In this Accelerate program we set out to ensure that the strict automotive guidelines are respected for our solar technology. This includes the further development of the solar roof, Lightyear’s DMPPT and a number of thermal and crash tests, all to ensure the technology is ready for the production of Lightyear One. One test for example entailed a heat resistance test simulating twice the power of the sun in order to make sure the roof is also able to handle additional influx generated from light reflected from the built environment.
September 2019 — Sunpower supplier partnership
Lightyear’s long lasting partnership with Sunpower was formalised in September 2019. In earlier years, Sunpower supplied the solar cells that led our founders to victory in the World Solar Challenge in 2013 and their successors in every edition since.
With custom sized solar cells using Sunpower’s Maxeon Technology, tested for stress, shock and thermal resistance, we were able to optimise our solar technology to last the lifetime of the car. Lightyear’s commitment to solar mobility was rewarded with Bertrand Piccard’s Solar Impulse label and was awarded one of TIME magazine's best inventions of 2019.

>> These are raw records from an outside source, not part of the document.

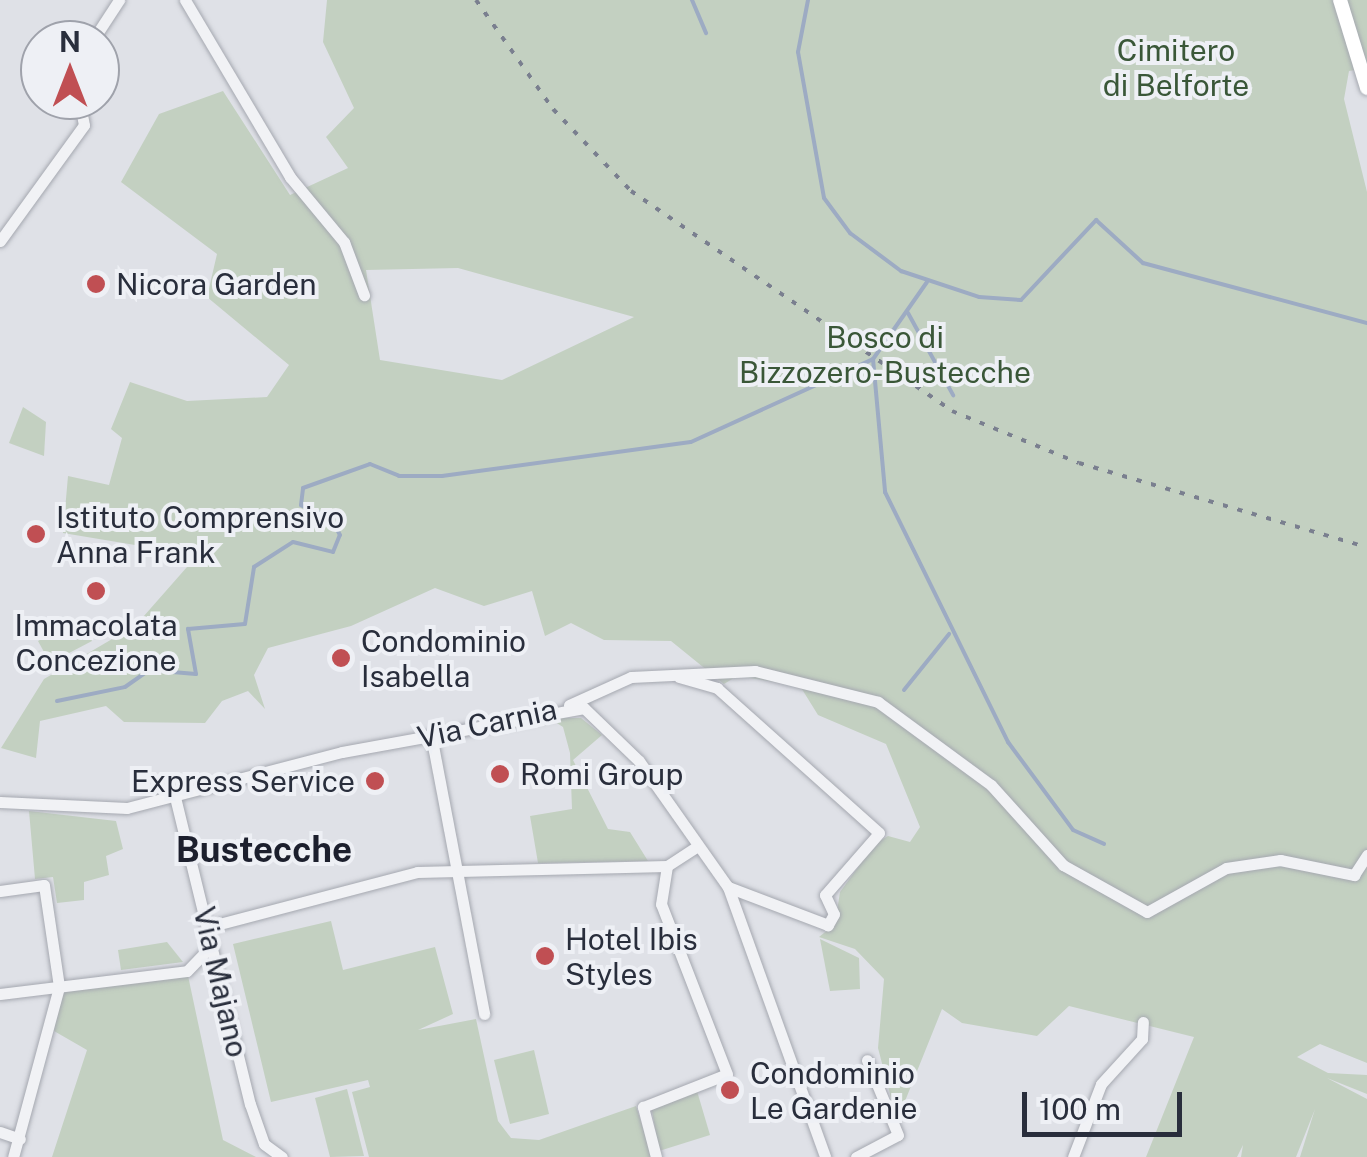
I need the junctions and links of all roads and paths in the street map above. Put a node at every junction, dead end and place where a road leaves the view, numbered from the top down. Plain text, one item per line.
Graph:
1 (185, 0) edge
2 (1340, 0) edge
3 (1367, 88) edge
4 (83, 120) edge
5 (0, 241) edge
6 (364, 295) dead end
7 (665, 674) junction
8 (569, 705) junction
9 (431, 734) junction
10 (175, 797) junction
11 (0, 802) edge
12 (696, 847) junction
13 (1367, 855) edge
14 (667, 866) junction
15 (457, 870) junction
16 (728, 887) junction
17 (0, 891) edge
18 (208, 927) junction
19 (212, 945) junction
20 (59, 987) junction
21 (0, 994) edge
22 (484, 1014) dead end
23 (1143, 1022) dead end
24 (867, 1060) dead end
25 (0, 1132) edge
26 (20, 1139) junction
27 (13, 1157) edge
28 (282, 1157) edge
29 (656, 1157) edge
30 (826, 1157) edge
31 (856, 1157) edge
32 (1073, 1157) edge

1 - 6 street
2 - 3 main road
4 - 5 street
7 - 8 street
7 - 13 street
7 - 16 street
8 - 9 street, Via Carnia
8 - 12 street, Via Carnia
9 - 10 street, Via Carnia
9 - 15 street
10 - 11 street, Via Carnia
10 - 18 street, Via Majano
12 - 14 street
12 - 16 street, Via Carnia
14 - 15 street
14 - 29 street
15 - 18 street
15 - 22 street
16 - 30 street, Via Carnia
17 - 20 street
18 - 19 street, Via Majano
19 - 20 street
19 - 28 street, Via Majano
20 - 21 street
20 - 26 street
23 - 32 street
24 - 31 street
25 - 26 street
26 - 27 street

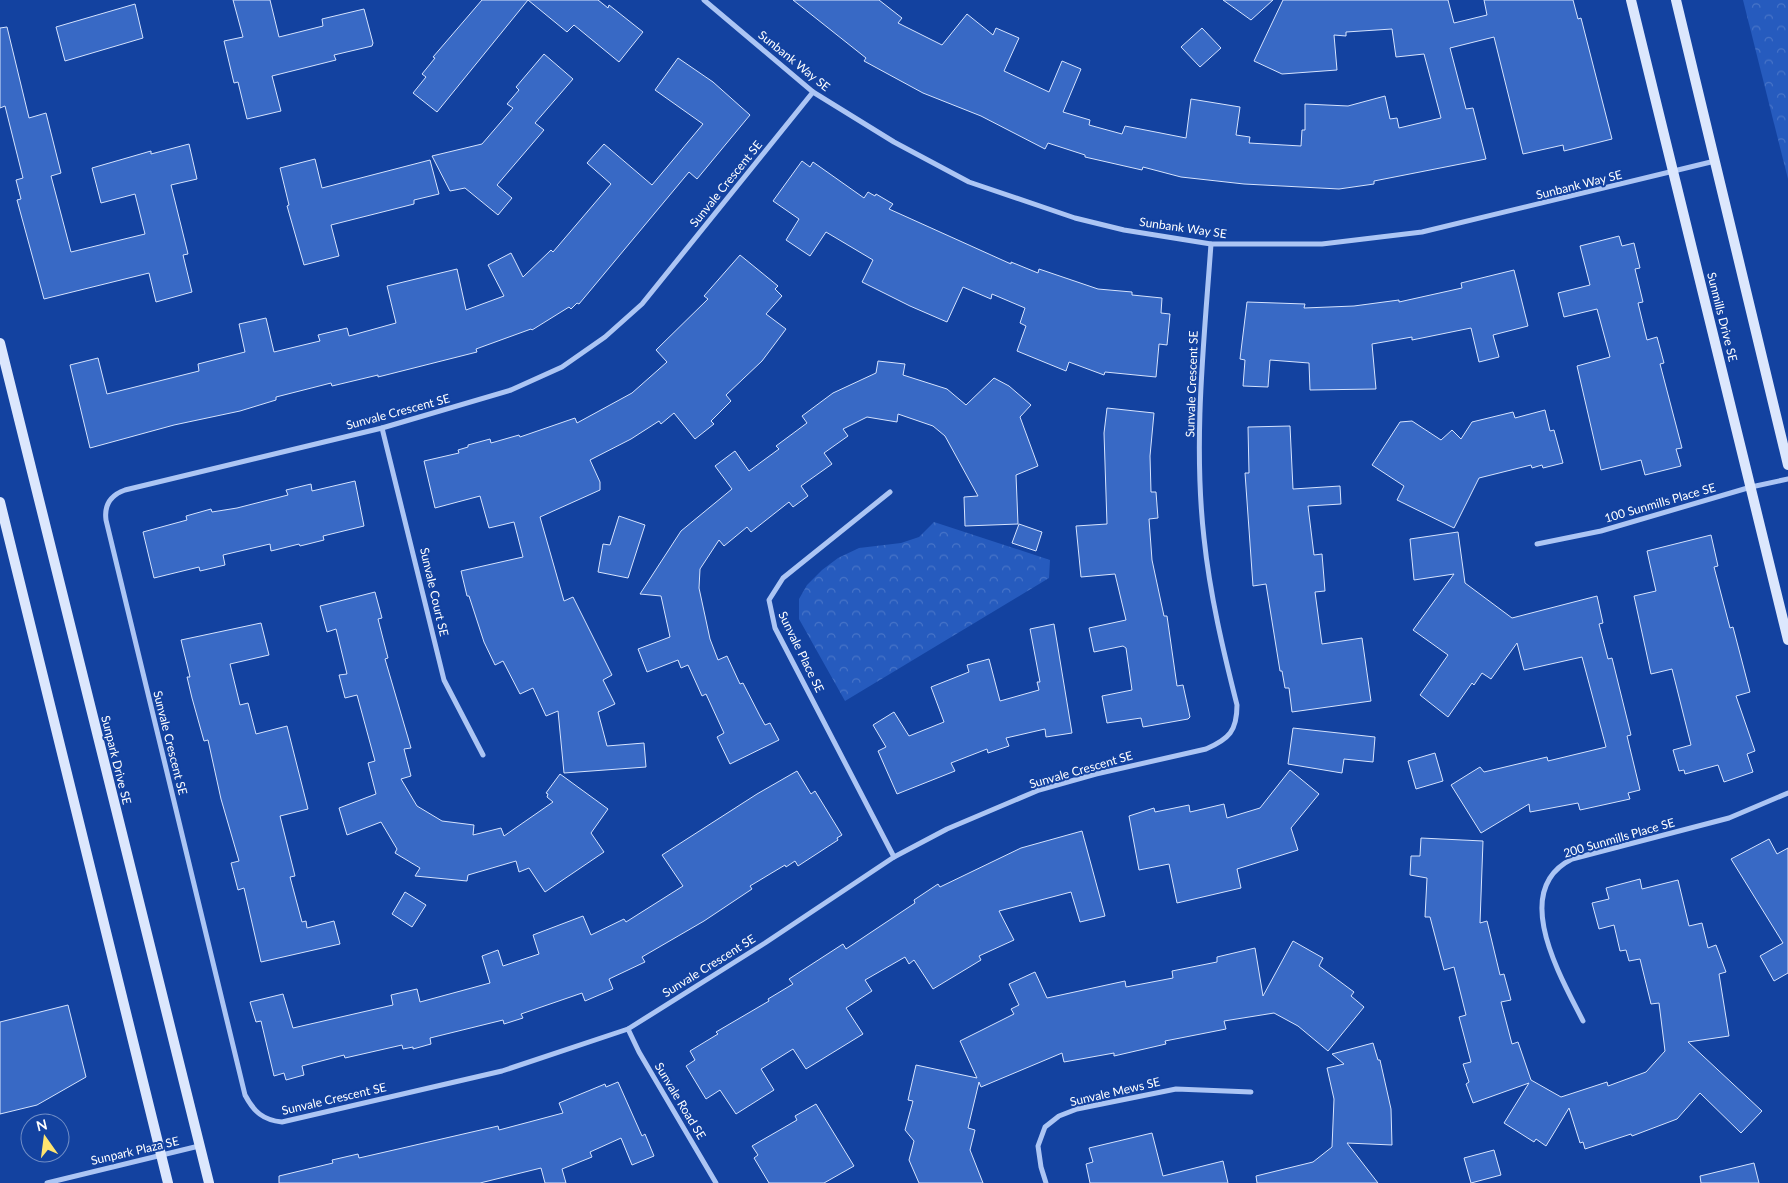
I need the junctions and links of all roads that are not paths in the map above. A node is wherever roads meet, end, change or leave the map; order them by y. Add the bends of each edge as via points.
1 (704, 0) edge
2 (1631, 0) edge
3 (1676, 0) edge
4 (813, 92) junction
5 (1715, 161) junction
6 (1673, 171) junction
7 (1211, 244) junction
8 (0, 342) edge
9 (382, 428) junction
10 (1788, 465) edge
11 (1788, 479) edge
12 (1751, 487) junction
13 (890, 492) dead end
14 (0, 502) edge
15 (1537, 544) dead end
16 (1788, 640) edge
17 (483, 755) dead end
18 (1788, 793) edge
19 (894, 857) junction
20 (1583, 1021) dead end
21 (628, 1029) junction
22 (1251, 1092) dead end
23 (199, 1146) junction
24 (161, 1156) junction
25 (47, 1183) edge
26 (168, 1183) edge
27 (208, 1183) edge
28 (716, 1183) edge
29 (1046, 1183) edge

1 - 4 street, Sunbank Way SE
2 - 6 street, Sunmills Drive SE
3 - 5 street
4 - 7 street, Sunbank Way SE via 894,142 969,182 1075,218 1124,230
4 - 9 street, Sunvale Crescent SE via 642,304 605,337 562,367 511,390
5 - 6 street, Sunbank Way SE
5 - 10 street
6 - 7 street, Sunbank Way SE via 1422,232 1322,244
6 - 12 street, Sunmills Drive SE
7 - 19 street, Sunvale Crescent SE via 1199,399 1200,478 1204,538 1217,624 1237,705 1237,719 1232,732 1221,743 1206,749 1039,790 946,829
8 - 23 street, Sunpark Drive SE
9 - 17 street, Sunvale Court SE via 444,680
9 - 21 street, Sunvale Crescent SE via 125,490 113,496 106,507 108,530 245,1095 259,1115 282,1122 502,1071
11 - 12 street, 100 Sunmills Place SE
12 - 15 street, 100 Sunmills Place SE via 1601,531
12 - 16 street, Sunmills Drive SE
13 - 19 street, Sunvale Place SE via 783,578 769,600 776,628
14 - 24 street
18 - 20 street, 200 Sunmills Place SE via 1729,818 1572,859 1554,870 1542,893 1540,908 1550,948
19 - 21 street, Sunvale Crescent SE
21 - 28 street, Sunvale Road SE
22 - 29 street, Sunvale Mews SE via 1176,1089 1076,1109 1059,1116 1044,1127 1038,1146 1040,1168
23 - 24 street, Sunpark Plaza SE
23 - 27 street, Sunpark Drive SE
24 - 25 street, Sunpark Plaza SE
24 - 26 street

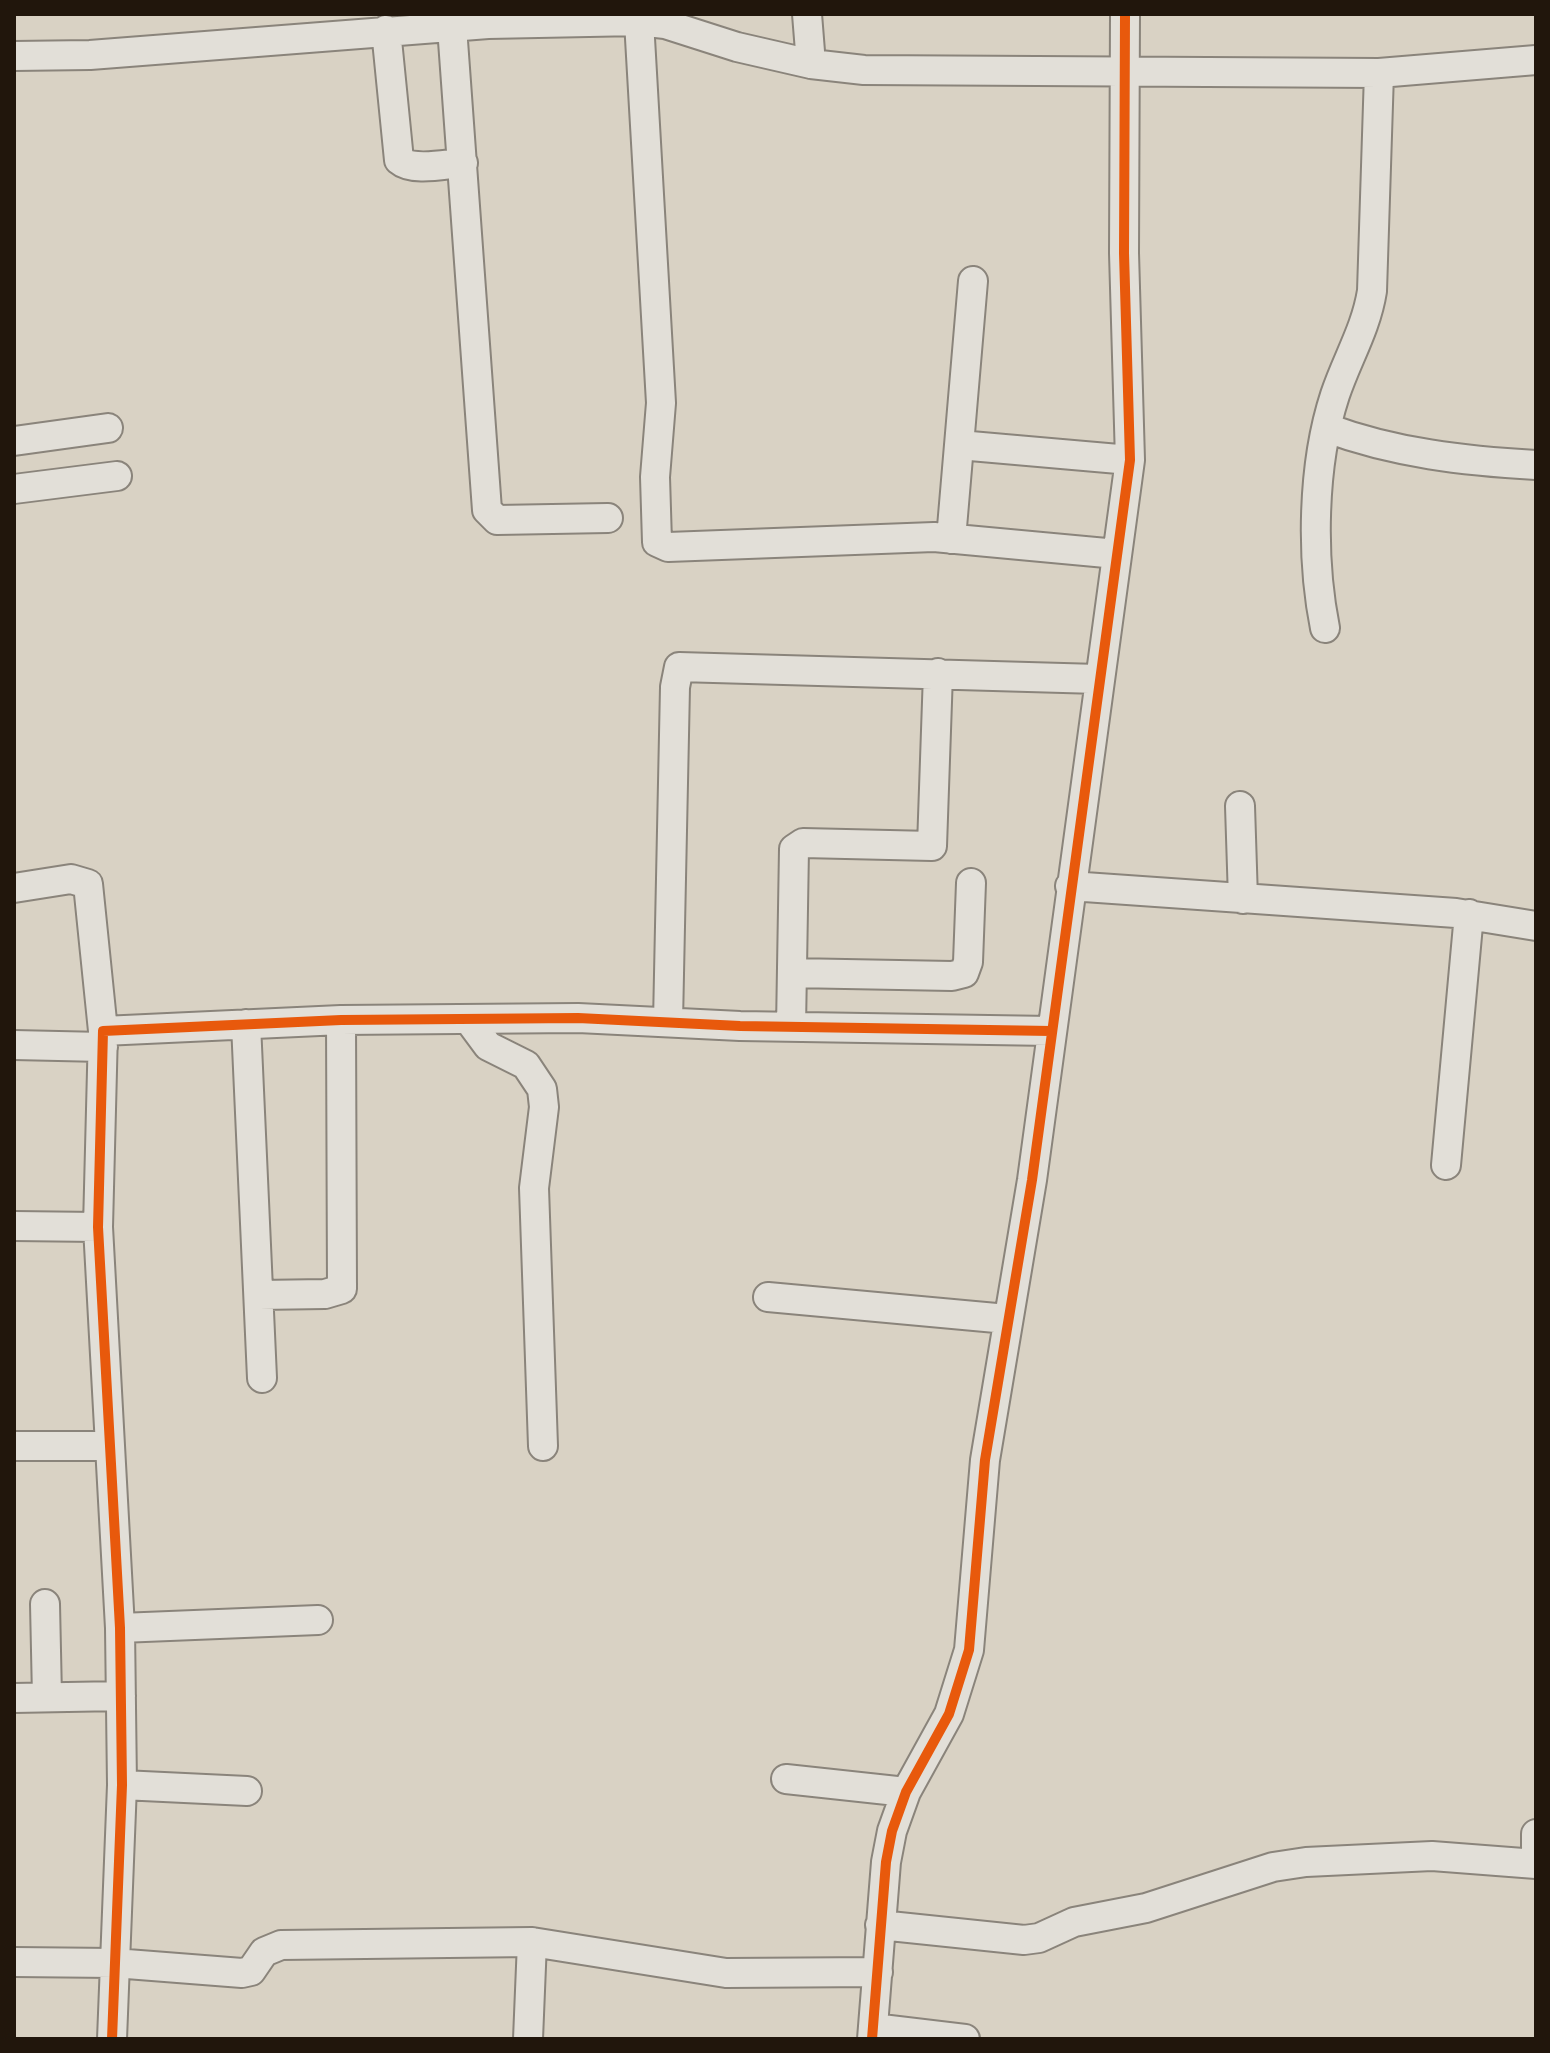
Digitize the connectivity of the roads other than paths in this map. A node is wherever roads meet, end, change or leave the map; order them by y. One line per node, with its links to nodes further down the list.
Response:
1 (807, 14): 8 (street)
2 (1125, 14): 10 (street)
3 (639, 21): 4 (street); 8 (street); 22 (street)
4 (435, 23): 5 (street); 11 (street)
5 (368, 26): 6 (street); 11 (street)
6 (14, 56)
7 (1536, 60): 9 (street)
8 (811, 64): 10 (street)
9 (1379, 73): 10 (street); 14 (street)
10 (1126, 74): 17 (street)
11 (463, 163): 21 (street)
12 (973, 281): 16 (street)
13 (108, 428): 15 (street)
14 (1327, 428): 18 (street); 24 (street)
15 (14, 441)
16 (959, 445): 17 (street); 22 (street)
17 (1130, 460): 23 (street)
18 (1536, 465)
19 (117, 476): 20 (street)
20 (14, 489)
21 (608, 518)
22 (951, 539): 23 (street)
23 (1117, 554): 26 (street)
24 (1325, 628)
25 (938, 673): 26 (street); 34 (street); 37 (street)
26 (1098, 679): 29 (street)
27 (1240, 806): 31 (street)
28 (971, 883): 34 (street)
29 (1070, 886): 31 (street); 40 (street)
30 (14, 888): 41 (street)
31 (1243, 899): 32 (street)
32 (1469, 914): 33 (street); 43 (street)
33 (1536, 926)
34 (792, 973): 39 (street)
35 (468, 1019): 36 (street); 37 (street); 52 (street)
36 (341, 1020): 38 (street); 46 (street)
37 (668, 1022): 39 (street)
38 (246, 1024): 41 (street); 46 (street)
39 (791, 1027): 40 (street)
40 (1051, 1031): 48 (street)
41 (103, 1039): 42 (street); 45 (street)
42 (14, 1045)
43 (1446, 1165)
44 (14, 1226): 45 (street)
45 (98, 1227): 51 (street)
46 (259, 1295): 49 (street)
47 (768, 1297): 48 (street)
48 (1007, 1319): 62 (street)
49 (262, 1378)
50 (14, 1446): 51 (street)
51 (109, 1446): 55 (street)
52 (543, 1446)
53 (45, 1604): 57 (street)
54 (318, 1620): 55 (street)
55 (120, 1628): 56 (street)
56 (121, 1696): 57 (street); 60 (street)
57 (47, 1697): 58 (street)
58 (14, 1698)
59 (786, 1779): 62 (street)
60 (122, 1785): 61 (street); 69 (street)
61 (247, 1791)
62 (906, 1792): 66 (street)
63 (1536, 1834): 64 (street)
64 (1536, 1847)
65 (1536, 1864): 66 (street)
66 (880, 1925): 70 (street)
67 (532, 1942): 69 (street); 70 (street); 73 (street)
68 (14, 1962): 69 (street)
69 (114, 1963): 72 (street)
70 (878, 1972): 71 (street)
71 (873, 2033): 74 (street)
72 (112, 2039)
73 (528, 2039)
74 (965, 2039)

Lightyear’s latest Research Vehicle 006 driving around in Dutch nature
Spring 2020 — Validation with research vehicles on the road & Collaboration DSM
In the spring of 2020 we took the first steps in building a fleet of research vehicles in order to validate and test our solar technology and solar yield under driving conditions. Aiming for 30,000km driven with the solar areas realised on the research vehicles. The generated data will be used for further optimisation of the solar roof.
Having completed the initial development of our solar roof, we sought to proceed with commercialisation and signed a joint development agreement with DSM. With a focus on pilot projects in the automotive and transportation sectors, Lightyear’s Research Vehicles, feasibility studies with other corporate actors and extensive testing under all different use cases. We aim to generate a new solar impulse for electric vehicles.
Over the horizon
Looking ahead, we will focus on optimising the production process for the start of production of Lightyear One which is scheduled next year. Next to that we will integrate the solar roof with our own developed powertrain in the fall of 2020 and start real life testing with our next research vehicle from the start of 2021.
Finally, we have recently decided to leverage the B2B market for our solar technology. We are currently working with several automotive and transportation parties to integrate our solar technology on larger surfaced vehicles such as electric trucks and buses. Bringing us closer to reaching that goal of one lightyear of solar kilometres by 2035.